#### Action item
Whenever the string "points" turns up in a line below, that line should be copied.

Collected data

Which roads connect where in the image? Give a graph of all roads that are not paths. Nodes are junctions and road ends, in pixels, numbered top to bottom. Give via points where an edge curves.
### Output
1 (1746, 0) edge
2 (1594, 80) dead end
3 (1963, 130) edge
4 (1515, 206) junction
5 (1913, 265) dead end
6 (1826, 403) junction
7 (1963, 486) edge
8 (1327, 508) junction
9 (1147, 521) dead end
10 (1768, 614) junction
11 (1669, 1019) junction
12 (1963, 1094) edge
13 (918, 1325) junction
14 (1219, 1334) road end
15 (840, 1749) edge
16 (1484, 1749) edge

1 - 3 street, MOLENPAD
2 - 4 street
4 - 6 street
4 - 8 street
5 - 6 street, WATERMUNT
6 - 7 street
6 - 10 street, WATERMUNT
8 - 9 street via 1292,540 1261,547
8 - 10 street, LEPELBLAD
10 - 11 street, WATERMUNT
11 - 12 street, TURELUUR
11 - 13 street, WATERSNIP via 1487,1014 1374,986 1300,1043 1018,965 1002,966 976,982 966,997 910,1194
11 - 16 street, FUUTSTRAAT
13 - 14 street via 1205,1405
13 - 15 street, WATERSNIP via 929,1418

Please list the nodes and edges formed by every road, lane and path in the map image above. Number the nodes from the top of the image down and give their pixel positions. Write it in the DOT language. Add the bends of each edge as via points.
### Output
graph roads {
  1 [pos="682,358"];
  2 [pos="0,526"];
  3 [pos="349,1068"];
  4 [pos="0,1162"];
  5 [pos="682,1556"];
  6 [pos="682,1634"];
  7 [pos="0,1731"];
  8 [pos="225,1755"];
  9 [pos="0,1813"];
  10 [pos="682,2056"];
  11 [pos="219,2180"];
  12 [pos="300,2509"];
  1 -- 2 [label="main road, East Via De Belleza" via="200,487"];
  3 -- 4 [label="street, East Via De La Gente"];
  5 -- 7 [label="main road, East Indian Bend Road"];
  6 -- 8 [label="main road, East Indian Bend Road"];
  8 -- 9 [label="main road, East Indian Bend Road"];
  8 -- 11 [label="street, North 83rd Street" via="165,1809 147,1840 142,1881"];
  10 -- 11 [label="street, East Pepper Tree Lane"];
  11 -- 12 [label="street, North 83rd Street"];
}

#### Task response
Which roads connect where in the image? Give a graph of all roads that are not paths. Nodes are junctions and road ends, in pixels, numbered top to bottom. Give via points where an edge curves.
Please list the nodes and edges formed by every road, lane and path in the map image above. Number the nodes from the top of the image down and give their pixel positions. Write it in the DOT language. Add the bends of each edge as via points.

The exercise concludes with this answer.